For the data below, tally how many lines contain "Lichtplaat" and answer only with that tally.

Task inputs
Start of Block

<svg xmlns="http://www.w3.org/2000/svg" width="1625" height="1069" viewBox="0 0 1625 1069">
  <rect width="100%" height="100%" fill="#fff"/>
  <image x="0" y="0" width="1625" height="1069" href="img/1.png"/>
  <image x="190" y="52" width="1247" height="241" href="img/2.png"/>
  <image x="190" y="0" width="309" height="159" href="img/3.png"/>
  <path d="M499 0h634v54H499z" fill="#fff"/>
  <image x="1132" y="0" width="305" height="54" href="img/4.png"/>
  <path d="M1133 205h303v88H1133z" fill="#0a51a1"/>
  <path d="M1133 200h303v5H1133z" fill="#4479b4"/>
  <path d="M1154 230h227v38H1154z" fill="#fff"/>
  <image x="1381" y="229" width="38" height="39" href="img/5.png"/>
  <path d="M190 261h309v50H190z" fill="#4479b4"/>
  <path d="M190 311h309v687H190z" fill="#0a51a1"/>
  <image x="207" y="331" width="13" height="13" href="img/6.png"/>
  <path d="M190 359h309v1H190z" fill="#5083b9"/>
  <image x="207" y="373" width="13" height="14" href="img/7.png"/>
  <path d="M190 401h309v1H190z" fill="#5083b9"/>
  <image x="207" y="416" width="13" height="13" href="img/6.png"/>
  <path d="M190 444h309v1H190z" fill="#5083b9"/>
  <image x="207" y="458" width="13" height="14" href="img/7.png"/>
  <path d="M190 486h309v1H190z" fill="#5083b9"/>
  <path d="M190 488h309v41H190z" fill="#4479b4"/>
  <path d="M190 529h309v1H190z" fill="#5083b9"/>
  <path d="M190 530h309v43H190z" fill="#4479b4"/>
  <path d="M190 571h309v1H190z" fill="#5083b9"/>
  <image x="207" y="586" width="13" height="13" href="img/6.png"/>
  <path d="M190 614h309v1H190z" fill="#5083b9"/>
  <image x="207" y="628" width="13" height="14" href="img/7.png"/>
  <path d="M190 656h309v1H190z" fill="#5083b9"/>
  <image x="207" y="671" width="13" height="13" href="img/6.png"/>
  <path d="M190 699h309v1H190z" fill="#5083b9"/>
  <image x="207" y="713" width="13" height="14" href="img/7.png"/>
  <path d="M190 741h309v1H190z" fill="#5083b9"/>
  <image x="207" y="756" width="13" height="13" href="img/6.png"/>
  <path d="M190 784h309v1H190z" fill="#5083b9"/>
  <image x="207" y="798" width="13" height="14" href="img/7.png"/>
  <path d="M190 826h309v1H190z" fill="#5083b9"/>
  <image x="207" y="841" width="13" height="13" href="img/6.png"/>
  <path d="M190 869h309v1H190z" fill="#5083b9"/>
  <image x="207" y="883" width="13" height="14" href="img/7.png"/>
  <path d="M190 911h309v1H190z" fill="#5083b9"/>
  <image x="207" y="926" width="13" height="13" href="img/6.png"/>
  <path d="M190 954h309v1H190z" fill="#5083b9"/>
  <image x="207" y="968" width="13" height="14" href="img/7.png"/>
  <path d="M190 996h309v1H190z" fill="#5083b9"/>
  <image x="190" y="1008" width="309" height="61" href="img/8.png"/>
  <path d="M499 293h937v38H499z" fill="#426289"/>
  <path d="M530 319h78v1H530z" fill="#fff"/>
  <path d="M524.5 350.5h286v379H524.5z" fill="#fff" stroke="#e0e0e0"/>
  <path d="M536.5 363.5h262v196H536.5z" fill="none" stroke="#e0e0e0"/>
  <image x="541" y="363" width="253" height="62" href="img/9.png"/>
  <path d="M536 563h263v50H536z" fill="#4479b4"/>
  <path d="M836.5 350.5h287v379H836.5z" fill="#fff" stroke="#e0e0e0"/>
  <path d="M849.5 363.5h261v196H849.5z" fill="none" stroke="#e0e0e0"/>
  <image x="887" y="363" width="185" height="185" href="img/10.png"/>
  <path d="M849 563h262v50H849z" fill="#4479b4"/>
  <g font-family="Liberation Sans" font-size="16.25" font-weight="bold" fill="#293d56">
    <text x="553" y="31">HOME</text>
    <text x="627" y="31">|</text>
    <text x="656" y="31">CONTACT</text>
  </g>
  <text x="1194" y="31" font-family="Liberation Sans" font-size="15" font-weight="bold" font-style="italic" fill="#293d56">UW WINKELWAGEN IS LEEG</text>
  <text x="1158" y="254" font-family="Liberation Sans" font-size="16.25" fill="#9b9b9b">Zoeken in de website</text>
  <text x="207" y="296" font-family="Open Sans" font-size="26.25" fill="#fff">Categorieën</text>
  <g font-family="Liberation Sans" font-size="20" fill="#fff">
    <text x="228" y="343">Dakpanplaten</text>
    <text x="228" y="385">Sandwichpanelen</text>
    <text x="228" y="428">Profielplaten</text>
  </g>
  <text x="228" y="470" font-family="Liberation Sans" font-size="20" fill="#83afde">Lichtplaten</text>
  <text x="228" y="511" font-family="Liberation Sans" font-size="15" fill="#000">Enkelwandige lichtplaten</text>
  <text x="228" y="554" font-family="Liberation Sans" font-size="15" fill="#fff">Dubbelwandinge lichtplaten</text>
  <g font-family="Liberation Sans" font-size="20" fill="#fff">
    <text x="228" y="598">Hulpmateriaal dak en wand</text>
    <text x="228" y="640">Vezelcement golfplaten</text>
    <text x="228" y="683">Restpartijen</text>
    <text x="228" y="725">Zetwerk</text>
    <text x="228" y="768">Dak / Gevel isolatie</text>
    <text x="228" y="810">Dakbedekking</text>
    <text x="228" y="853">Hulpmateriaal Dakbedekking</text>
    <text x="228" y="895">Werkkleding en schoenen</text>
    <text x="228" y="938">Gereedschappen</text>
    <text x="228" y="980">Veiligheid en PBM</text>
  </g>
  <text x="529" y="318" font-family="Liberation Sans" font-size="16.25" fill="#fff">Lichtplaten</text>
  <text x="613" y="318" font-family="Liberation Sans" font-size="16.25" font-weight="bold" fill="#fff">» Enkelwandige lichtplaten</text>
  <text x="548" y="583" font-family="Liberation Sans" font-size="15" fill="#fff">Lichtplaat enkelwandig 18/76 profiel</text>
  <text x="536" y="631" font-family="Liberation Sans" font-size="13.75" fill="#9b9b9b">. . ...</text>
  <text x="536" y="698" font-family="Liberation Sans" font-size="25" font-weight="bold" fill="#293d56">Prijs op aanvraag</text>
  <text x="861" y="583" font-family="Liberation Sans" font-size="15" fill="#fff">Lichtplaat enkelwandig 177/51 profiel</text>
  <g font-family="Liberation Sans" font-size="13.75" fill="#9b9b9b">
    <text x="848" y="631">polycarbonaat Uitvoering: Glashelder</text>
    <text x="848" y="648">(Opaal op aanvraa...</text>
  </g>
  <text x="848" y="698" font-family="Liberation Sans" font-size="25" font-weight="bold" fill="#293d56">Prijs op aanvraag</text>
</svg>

End of Block

Problem solution
2